Quando Isabel tinha os 34 anos que hoje tem Ana Sofia, já contava três filhos. Hoje, com 38, é mãe de quatro. Todos rapazes. O mais novo nasceu vai para três semanas. Sofia ainda não tem, mas quer ter. Chegar à fasquia de Isabel é que está fora dos planos.
Corpo do artigo
Isabel Fernandes vive em Carrazeda de Ansiães, um dos concelhos do país com maior número médio de filhos por mulher em idade fértil (1,42), segundo dados da Pordata relativos a 2017. A média nacional é de 1,37. Ana Sofia Teixeira vive em Murça, onde só se chega aos 0,96.
São dois concelhos vizinhos com uma realidade socioeconómica semelhante: cerca de 5500 habitantes cada um (em 31 de dezembro de 2017, de acordo com a Pordata), população envelhecida, economia assente essencialmente no setor primário e, atualmente, bem servidos de acessos rodoviários. Como se explica esta diferença?
Os dois autarcas não têm respostas que a justifiquem. Estão convencidos que dependem de muitas variáveis. O de Murça, Mário Artur Lopes, entende que "são números voláteis e que no ano seguinte podem ser totalmente diferentes sem razões muito sustentadas". Ao de Carrazeda de Ansiães, João Gonçalves, ocorre que a média acima da fasquia nacional pode refletir "maior confiança dos casais no futuro do concelho".
Só dois filhos
Mário Artur pode contar que em breve terá mais um habitante no concelho, cujos pais querem continuar a lá viver. Nélson Correia, 35 anos, casado com Ana Sofia há um ano, deu continuidade ao negócio de serralharia que, juntamente com o irmão, herdou do pai. "Clientes não faltam", pelo que sair da sua terra não lhe passa pela cabeça. Sofia está a trabalhar no posto de turismo e no centro escolar da vila. Nascida e criada no concelho, quer permanecer.
Mas o máximo com que pretendem contribuir são dois filhos. "A conta certa". "Claro que eu gostava de ter muitos mais", sorri Nélson, "mas a vida não está para isso". Ana Sofia quer que aconteça "o mais rápido possível". Facilita ter ali "retaguarda familiar" e "mais facilidade para ver o filho durante o dia". Para além disso, há "atividades extracurriculares e campos de férias grátis" e o concelho oferece "boas condições" para ali continuar. "Temos autoestrada à porta e é fácil ir a todo o lado, o custo de vida é baixo e a qualidade é boa", garante.
É fixe ter outro irmão
Isabel foi mãe pouco tempo depois de casar com João Carlos Fernandes, 44 anos, que se dedica à reparação de eletrodomésticos. Queriam muito ter um filho e nasceu João Pedro, que hoje tem quase 18 anos. "Depois foram uns atrás dos outros", sorri ele. Três anos após veio o Filipe, que tem 15, e não tardou a nascer Gonçalo, atualmente com 11. E agora, "uma surpresa divina", o quarto, o Dinis, que vai fazer três semanas. "É fixe ter outro irmão", confessa Gonçalo. A próxima é uma menina? "Ai não, não, já chega! Se tivéssemos mais apoios... talvez", confessa Isabel, que gere uma loja de pronto a vestir e desporto.

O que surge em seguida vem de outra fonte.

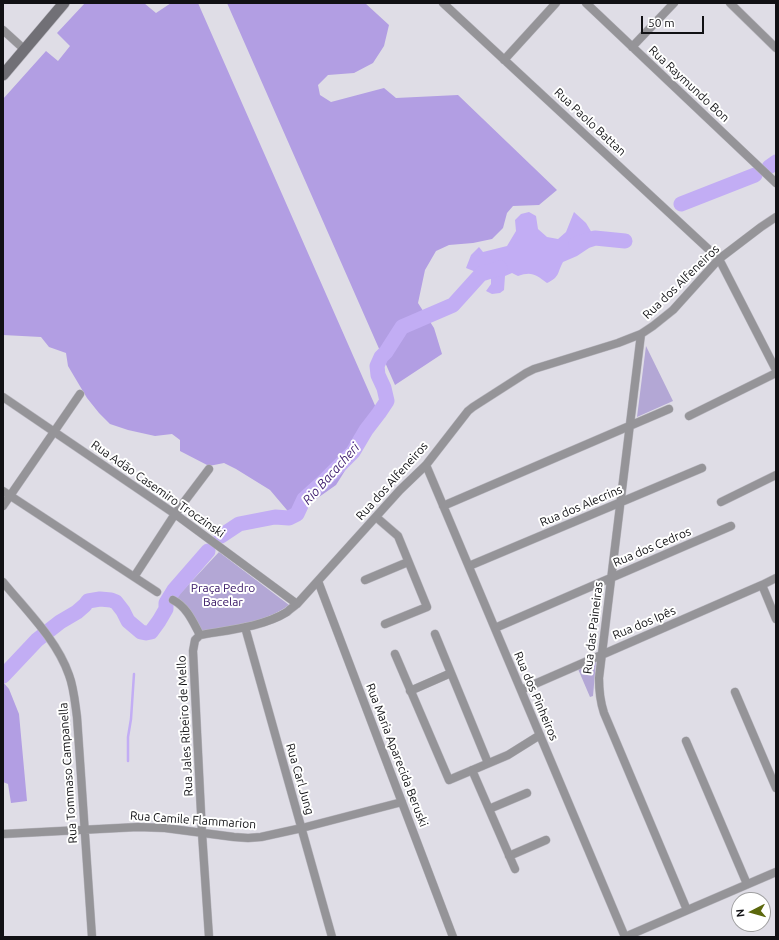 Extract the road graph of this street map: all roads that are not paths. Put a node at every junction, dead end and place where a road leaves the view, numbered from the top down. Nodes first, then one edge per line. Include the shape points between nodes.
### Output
1 (64, 3) edge
2 (444, 3) edge
3 (556, 3) edge
4 (586, 3) edge
5 (674, 3) edge
6 (730, 3) edge
7 (3, 30) edge
8 (632, 46) junction
9 (776, 48) edge
10 (25, 50) junction
11 (504, 60) junction
12 (3, 75) edge
13 (776, 183) edge
14 (776, 217) edge
15 (719, 259) junction
16 (641, 334) junction
17 (776, 371) edge
18 (80, 394) dead end
19 (3, 397) edge
20 (669, 409) dead end
21 (688, 416) dead end
22 (630, 426) junction
23 (54, 432) junction
24 (426, 465) junction
25 (702, 468) dead end
26 (209, 469) dead end
27 (776, 475) edge
28 (6, 493) edge
29 (621, 502) junction
30 (721, 502) dead end
31 (3, 506) edge
32 (443, 506) junction
33 (176, 514) junction
34 (376, 516) junction
35 (731, 526) dead end
36 (408, 562) junction
37 (469, 566) junction
38 (134, 577) junction
39 (611, 578) junction
40 (776, 578) edge
41 (365, 580) dead end
42 (318, 581) junction
43 (3, 582) edge
44 (762, 585) junction
45 (157, 592) dead end
46 (173, 600) dead end
47 (297, 604) junction
48 (776, 619) edge
49 (385, 624) dead end
50 (245, 626) junction
51 (495, 628) junction
52 (435, 634) dead end
53 (200, 635) junction
54 (394, 654) dead end
55 (602, 655) junction
56 (451, 673) junction
57 (410, 690) junction
58 (521, 690) junction
59 (735, 692) dead end
60 (540, 735) junction
61 (686, 741) dead end
62 (488, 763) junction
63 (472, 770) junction
64 (776, 788) edge
65 (527, 793) dead end
66 (402, 802) junction
67 (489, 810) junction
68 (302, 828) junction
69 (85, 829) junction
70 (202, 833) junction
71 (3, 834) edge
72 (546, 840) dead end
73 (509, 856) junction
74 (515, 869) dead end
75 (775, 874) edge
76 (747, 884) junction
77 (687, 910) junction
78 (92, 937) edge
79 (209, 937) edge
80 (332, 937) edge
81 (453, 937) edge
82 (625, 937) edge

1 - 10 main road
2 - 11 street, Rua Paolo Battan
3 - 11 street
4 - 8 street, Rua Raymundo Bon
5 - 8 street
6 - 9 street
7 - 10 street
8 - 13 street, Rua Raymundo Bon
10 - 12 main road
11 - 15 street, Rua Paolo Battan
14 - 15 street, Rua dos Alfeneiros
15 - 16 street, Rua dos Alfeneiros via 672,310
15 - 17 street
16 - 22 street, Rua das Paineiras
16 - 24 street, Rua dos Alfeneiros via 526,373 468,411
17 - 21 street
18 - 23 street
19 - 23 street, Rua Adão Casemiro Troczinski
20 - 22 street
22 - 29 street, Rua das Paineiras
22 - 32 street
23 - 28 street
23 - 33 street, Rua Adão Casemiro Troczinski
24 - 32 street, Rua dos Pinheiros
24 - 34 street, Rua dos Alfeneiros
25 - 29 street, Rua dos Alecrins
26 - 33 street
27 - 30 street
28 - 31 street
28 - 38 street
29 - 37 street, Rua dos Alecrins
29 - 39 street, Rua das Paineiras
32 - 37 street, Rua dos Pinheiros
33 - 38 street
33 - 47 street, Rua Adão Casemiro Troczinski
34 - 36 street via 398,536
34 - 42 street, Rua dos Alfeneiros
35 - 39 street, Rua dos Cedros
36 - 41 street
36 - 49 street via 427,607
37 - 51 street, Rua dos Pinheiros
38 - 45 street
39 - 51 street, Rua dos Cedros
39 - 55 street, Rua das Paineiras
40 - 44 street, Rua dos Ipês
42 - 47 street, Rua dos Alfeneiros
42 - 66 street, Rua Maria Aparecida Beruski
43 - 69 street, Rua Tommaso Campanella via 49,637 70,676 79,740
44 - 48 street
44 - 55 street, Rua dos Ipês
46 - 53 street via 181,605
47 - 50 street, Rua dos Alfeneiros via 275,618
50 - 53 street, Rua dos Alfeneiros
50 - 68 street, Rua Carl Jung
51 - 58 street, Rua dos Pinheiros
52 - 56 street
53 - 70 street, Rua Jales Ribeiro de Mello via 192,651
54 - 57 street
55 - 58 street, Rua dos Ipês
55 - 77 street, Rua das Paineiras via 599,678 600,702
56 - 57 street
56 - 62 street
57 - 63 street via 449,780
58 - 60 street, Rua dos Pinheiros
59 - 64 street
60 - 62 street via 508,755
60 - 82 street, Rua dos Pinheiros
61 - 76 street
62 - 63 street
63 - 67 street
65 - 67 street
66 - 68 street, Rua Camile Flammarion
66 - 81 street, Rua Maria Aparecida Beruski
67 - 73 street
68 - 70 street, Rua Camile Flammarion via 248,838
68 - 80 street, Rua Carl Jung
69 - 70 street, Rua Camile Flammarion via 152,827
69 - 71 street, Rua Camile Flammarion
69 - 78 street, Rua Tommaso Campanella
70 - 79 street, Rua Jales Ribeiro de Mello
72 - 73 street
73 - 74 street
75 - 76 street
76 - 77 street
77 - 82 street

Quando o Gonçalo nasceu, em 2008, receberam da Câmara de Carrazeda 7500 euros. Era o "prémio" dado na altura aquando do nascimento do terceiro filho, 2500 por cada um. "Ele não veio por causa do dinheiro, mas, claro, aproveitou-se", recorda João Carlos. Atualmente continua a haver um apoio financeiro à natalidade: 500 euros para o primeiro filho, 1000 para o segundo, 1500 para o terceiro e 1000 por cada um dos seguintes.
"Medidas populistas"
Em Murça, durante a década de 2000 até se premiaram os matrimónios com dois mil euros e o nascimento de filhos com 750. Medidas do Executivo socialista de então que envolveram algumas centenas de milhares de euros. Ajudou a minimizar o primeiro impacto financeiro do aumento da família, mas não evitou a perda populacional.
Hoje já não há subsídios à natalidade. O social-democrata Mário Artur Lopes acabou com eles porque não simpatiza com "medidas populistas". Não lhe parece que "alguém vá ter filhos só porque existe um apoio de mil ou dois mil euros". Preferiu "resolver problemas prementes da população com maiores dificuldades". "Temos de nos preocupar em dar qualidade de vida verdadeira às pessoas e não distribuir cheques para fazer fotografias", frisa, especificando: "É melhor saber se a criança tem condições de habitabilidade, se é bem alimentada ou se é bem transportada para a escola. Só poderão surgir mais pessoas se virem que se vive bem no concelho".